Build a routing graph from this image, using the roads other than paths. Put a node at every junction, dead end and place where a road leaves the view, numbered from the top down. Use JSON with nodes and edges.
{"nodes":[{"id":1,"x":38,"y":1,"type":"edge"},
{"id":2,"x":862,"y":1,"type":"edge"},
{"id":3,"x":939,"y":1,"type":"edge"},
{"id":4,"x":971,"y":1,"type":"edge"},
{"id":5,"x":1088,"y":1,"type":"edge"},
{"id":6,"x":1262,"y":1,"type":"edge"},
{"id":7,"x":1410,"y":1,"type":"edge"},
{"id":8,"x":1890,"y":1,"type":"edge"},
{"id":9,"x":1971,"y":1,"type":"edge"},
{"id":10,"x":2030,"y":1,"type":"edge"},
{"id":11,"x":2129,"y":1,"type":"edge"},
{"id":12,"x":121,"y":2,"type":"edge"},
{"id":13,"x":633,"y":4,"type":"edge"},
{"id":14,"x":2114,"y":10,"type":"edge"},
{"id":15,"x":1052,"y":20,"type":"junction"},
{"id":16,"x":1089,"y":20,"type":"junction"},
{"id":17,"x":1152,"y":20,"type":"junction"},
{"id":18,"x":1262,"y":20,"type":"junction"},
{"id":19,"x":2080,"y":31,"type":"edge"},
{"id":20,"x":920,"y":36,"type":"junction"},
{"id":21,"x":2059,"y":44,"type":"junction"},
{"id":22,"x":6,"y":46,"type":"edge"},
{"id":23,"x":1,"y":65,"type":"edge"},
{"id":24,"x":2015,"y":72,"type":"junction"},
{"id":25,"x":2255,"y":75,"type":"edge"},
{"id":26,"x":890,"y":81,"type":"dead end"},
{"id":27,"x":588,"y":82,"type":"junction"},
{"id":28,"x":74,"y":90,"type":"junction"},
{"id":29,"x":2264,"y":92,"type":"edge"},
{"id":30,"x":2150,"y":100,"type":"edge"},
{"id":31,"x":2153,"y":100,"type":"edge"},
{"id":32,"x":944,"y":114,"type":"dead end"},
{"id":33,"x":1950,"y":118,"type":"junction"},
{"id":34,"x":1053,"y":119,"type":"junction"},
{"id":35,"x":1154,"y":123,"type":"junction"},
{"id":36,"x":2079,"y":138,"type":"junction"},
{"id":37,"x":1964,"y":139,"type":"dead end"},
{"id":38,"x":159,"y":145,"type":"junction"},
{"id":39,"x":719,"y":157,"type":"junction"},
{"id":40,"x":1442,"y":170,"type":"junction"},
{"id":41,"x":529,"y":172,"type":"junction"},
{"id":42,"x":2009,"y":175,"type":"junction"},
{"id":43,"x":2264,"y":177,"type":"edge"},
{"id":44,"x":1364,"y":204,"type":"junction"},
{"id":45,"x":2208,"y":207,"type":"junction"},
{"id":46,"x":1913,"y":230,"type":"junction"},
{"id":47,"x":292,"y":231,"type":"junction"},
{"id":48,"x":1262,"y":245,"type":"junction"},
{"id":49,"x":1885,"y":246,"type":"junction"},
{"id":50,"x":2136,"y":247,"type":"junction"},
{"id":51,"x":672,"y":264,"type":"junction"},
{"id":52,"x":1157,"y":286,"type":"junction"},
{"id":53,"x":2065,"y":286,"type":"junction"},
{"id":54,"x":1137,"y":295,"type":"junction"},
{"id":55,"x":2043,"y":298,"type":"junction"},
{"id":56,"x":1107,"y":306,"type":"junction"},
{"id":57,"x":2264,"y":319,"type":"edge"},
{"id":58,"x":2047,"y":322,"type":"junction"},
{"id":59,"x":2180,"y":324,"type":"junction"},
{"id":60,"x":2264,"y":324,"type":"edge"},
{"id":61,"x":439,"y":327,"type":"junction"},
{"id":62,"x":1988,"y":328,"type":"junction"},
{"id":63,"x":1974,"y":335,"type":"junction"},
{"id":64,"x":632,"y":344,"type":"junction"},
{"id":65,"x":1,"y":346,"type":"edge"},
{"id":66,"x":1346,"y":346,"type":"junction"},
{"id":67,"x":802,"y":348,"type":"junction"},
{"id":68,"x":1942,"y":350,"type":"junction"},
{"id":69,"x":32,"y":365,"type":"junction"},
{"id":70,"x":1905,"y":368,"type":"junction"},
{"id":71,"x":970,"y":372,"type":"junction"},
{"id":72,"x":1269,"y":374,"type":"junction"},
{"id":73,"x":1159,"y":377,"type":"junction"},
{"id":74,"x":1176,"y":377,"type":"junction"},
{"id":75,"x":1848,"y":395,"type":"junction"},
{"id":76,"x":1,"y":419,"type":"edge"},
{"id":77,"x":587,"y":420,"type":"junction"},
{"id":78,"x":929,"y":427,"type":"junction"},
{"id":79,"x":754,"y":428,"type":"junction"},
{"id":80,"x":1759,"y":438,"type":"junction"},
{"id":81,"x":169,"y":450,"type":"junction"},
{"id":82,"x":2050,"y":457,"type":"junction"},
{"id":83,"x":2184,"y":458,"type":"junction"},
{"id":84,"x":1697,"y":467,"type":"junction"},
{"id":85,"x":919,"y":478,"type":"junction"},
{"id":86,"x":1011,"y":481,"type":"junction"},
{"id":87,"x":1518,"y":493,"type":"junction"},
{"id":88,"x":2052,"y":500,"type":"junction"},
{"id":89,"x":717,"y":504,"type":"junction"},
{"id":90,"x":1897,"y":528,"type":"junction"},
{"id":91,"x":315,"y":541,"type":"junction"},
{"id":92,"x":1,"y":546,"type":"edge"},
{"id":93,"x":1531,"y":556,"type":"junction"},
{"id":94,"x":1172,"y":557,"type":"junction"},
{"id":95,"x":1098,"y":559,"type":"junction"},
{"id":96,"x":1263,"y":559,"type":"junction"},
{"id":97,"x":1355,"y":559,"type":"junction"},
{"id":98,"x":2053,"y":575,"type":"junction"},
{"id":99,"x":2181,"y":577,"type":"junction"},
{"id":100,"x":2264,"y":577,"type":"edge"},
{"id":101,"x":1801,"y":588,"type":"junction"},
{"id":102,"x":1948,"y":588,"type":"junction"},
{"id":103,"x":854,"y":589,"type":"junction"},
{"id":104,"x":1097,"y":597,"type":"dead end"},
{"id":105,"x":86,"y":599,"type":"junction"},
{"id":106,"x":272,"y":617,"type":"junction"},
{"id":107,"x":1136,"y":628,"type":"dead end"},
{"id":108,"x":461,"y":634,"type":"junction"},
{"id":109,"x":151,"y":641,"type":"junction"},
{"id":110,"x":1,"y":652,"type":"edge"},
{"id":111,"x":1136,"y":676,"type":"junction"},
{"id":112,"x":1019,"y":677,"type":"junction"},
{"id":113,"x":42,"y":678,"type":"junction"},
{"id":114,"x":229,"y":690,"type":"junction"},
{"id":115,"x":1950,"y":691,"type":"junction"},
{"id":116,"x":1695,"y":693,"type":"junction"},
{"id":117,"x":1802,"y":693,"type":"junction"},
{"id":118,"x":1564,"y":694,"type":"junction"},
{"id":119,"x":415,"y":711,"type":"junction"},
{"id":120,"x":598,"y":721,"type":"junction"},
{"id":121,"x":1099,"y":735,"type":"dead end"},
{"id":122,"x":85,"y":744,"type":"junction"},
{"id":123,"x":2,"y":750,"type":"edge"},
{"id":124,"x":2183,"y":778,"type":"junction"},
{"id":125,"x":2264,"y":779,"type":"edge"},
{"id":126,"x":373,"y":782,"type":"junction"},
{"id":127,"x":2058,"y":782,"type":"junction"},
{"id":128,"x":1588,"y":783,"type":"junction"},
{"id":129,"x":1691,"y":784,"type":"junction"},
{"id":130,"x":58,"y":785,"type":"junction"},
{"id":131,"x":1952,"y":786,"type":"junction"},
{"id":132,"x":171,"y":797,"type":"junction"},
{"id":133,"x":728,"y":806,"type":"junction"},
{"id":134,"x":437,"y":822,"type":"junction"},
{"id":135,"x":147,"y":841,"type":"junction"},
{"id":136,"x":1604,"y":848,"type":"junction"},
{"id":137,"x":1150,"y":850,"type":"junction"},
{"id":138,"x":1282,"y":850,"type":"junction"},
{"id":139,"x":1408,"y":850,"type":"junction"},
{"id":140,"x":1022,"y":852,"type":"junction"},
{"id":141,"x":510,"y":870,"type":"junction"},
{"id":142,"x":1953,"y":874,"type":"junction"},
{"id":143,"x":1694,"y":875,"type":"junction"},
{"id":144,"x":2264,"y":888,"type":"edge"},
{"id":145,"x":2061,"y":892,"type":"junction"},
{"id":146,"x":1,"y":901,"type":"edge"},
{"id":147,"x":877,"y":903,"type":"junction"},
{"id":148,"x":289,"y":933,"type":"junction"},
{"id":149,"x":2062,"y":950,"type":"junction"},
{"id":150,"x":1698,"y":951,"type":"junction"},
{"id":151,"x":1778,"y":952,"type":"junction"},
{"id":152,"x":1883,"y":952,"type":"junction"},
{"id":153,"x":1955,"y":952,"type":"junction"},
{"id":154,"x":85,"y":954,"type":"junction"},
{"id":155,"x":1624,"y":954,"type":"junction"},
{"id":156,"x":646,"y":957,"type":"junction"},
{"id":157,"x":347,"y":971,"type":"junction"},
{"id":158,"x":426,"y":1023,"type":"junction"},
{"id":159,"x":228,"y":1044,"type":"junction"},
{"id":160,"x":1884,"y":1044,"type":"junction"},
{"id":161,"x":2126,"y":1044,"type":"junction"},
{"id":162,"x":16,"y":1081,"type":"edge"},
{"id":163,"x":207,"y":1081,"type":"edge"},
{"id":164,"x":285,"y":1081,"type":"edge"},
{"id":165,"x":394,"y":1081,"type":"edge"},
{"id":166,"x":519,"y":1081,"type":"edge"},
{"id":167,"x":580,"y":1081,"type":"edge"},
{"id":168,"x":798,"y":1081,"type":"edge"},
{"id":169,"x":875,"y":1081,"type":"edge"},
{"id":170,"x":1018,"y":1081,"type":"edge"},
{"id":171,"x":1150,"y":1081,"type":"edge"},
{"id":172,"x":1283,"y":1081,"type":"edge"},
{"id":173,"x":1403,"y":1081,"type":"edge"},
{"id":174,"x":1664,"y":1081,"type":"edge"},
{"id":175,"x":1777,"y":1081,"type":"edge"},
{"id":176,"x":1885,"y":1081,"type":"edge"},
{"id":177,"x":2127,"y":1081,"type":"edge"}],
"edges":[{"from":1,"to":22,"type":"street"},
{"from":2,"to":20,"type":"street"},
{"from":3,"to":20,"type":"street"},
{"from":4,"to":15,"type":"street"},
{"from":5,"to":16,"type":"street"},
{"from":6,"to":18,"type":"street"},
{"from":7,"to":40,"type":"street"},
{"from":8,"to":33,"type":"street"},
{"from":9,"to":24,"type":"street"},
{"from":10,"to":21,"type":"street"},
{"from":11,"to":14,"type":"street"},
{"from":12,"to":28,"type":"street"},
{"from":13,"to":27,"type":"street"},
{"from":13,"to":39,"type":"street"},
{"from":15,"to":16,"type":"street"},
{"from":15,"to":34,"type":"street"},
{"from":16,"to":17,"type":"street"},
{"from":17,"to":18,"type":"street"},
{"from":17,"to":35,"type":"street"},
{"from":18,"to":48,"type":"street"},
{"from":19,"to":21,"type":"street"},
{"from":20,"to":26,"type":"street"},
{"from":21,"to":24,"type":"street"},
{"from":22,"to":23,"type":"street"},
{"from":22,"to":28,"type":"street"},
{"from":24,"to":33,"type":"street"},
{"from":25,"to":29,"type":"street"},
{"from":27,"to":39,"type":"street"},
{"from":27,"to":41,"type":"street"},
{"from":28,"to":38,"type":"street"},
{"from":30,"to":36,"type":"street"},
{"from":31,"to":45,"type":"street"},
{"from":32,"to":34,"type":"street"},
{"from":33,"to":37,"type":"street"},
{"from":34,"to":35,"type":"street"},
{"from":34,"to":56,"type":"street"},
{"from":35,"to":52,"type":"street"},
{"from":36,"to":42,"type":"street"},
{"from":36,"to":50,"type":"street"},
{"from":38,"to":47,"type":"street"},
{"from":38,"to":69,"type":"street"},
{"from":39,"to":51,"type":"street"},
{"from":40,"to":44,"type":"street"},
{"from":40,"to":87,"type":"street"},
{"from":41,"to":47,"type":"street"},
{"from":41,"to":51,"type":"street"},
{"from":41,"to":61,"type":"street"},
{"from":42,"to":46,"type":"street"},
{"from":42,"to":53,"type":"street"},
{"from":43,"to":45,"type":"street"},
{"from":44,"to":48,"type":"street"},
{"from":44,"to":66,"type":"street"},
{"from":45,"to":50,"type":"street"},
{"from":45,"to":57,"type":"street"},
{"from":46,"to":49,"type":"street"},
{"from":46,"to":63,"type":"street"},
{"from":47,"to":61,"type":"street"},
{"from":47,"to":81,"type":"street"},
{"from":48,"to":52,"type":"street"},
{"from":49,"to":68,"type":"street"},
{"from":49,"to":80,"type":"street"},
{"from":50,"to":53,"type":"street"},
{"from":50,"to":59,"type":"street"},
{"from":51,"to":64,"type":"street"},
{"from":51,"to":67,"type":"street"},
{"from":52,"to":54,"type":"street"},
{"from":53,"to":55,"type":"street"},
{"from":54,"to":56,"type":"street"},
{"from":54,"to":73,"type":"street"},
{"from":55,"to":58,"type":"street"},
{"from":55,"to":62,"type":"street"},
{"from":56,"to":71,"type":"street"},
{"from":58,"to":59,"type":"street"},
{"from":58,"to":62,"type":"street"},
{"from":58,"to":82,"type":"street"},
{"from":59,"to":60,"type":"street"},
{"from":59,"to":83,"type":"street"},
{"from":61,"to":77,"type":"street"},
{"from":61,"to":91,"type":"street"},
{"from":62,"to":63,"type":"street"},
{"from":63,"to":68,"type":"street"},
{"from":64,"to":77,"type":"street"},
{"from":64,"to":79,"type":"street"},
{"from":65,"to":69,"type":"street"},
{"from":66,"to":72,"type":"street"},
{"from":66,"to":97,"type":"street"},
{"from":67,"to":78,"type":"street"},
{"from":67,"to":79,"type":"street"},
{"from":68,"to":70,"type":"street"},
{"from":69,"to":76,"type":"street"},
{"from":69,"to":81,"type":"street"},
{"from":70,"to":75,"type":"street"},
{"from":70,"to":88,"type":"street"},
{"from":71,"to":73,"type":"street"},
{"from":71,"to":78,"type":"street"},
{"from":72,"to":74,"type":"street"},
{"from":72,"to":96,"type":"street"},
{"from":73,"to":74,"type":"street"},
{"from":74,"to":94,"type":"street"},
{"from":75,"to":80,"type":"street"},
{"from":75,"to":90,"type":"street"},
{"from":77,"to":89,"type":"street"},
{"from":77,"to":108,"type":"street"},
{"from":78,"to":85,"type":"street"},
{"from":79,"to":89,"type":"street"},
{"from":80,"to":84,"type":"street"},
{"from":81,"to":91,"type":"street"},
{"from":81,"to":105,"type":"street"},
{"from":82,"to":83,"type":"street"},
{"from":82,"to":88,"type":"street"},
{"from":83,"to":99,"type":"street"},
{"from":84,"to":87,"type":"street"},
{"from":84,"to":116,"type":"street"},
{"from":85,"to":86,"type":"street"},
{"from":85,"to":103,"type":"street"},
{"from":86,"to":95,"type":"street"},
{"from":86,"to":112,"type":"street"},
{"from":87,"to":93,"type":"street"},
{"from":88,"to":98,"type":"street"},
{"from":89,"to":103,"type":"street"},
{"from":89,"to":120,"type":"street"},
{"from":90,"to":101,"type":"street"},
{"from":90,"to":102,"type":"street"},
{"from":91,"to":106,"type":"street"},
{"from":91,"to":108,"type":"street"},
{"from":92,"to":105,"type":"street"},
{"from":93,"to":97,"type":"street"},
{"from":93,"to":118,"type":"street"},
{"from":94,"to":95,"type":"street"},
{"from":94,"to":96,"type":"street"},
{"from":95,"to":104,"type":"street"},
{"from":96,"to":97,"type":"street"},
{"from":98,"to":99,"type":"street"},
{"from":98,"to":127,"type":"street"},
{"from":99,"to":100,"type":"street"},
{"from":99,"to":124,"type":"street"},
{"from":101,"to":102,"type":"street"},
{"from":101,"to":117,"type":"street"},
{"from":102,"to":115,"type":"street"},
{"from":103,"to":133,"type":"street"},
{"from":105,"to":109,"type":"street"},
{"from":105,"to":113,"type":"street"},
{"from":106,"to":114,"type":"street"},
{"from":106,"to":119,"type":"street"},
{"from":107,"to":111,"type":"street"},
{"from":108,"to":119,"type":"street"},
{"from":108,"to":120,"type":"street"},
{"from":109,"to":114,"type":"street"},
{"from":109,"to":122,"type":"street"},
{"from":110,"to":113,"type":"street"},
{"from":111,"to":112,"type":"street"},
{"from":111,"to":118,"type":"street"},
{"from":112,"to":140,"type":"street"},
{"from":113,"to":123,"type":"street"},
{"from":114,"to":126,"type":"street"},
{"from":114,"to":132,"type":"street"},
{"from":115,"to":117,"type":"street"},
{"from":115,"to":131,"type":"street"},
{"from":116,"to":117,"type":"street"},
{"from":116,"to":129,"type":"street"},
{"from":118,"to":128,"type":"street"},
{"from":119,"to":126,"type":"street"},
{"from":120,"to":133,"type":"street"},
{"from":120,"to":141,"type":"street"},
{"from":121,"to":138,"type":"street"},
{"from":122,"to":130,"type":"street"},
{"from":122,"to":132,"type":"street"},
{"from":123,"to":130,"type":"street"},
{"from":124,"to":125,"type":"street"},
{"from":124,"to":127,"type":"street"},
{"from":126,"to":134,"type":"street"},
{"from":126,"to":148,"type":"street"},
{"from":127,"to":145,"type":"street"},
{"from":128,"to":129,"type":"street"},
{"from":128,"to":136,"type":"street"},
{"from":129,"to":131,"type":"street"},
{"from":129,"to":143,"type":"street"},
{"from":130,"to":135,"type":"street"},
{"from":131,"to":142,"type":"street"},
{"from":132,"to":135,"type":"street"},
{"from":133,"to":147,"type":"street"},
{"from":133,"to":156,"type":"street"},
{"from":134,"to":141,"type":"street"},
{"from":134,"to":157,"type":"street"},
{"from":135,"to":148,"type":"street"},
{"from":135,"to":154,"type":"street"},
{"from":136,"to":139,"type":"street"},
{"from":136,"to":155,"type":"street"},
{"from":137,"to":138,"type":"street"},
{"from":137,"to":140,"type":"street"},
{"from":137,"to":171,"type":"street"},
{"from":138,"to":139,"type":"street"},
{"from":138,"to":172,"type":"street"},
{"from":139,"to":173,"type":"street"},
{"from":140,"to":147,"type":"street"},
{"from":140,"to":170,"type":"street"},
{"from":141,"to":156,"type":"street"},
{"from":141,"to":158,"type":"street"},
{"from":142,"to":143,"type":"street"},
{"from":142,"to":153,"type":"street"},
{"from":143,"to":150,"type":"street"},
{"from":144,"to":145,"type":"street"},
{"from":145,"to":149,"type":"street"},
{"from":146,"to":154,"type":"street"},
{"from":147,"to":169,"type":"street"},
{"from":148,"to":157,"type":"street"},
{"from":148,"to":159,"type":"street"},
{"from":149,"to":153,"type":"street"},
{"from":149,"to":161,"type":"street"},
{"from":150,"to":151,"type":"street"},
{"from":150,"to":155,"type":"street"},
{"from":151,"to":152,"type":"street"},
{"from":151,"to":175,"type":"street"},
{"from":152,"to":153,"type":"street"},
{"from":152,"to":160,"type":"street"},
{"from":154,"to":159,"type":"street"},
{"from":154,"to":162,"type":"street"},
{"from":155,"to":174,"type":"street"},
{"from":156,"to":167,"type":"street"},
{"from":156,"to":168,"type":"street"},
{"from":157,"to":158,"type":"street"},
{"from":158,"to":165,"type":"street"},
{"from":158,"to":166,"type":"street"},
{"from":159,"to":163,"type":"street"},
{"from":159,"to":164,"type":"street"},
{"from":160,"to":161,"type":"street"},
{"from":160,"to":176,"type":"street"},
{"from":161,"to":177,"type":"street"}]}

[REQUIRED ACTION] Work out how many lines of the listing above include the word "edges". Report only the number.

[SOLUTION TO THE EXERCISE] 2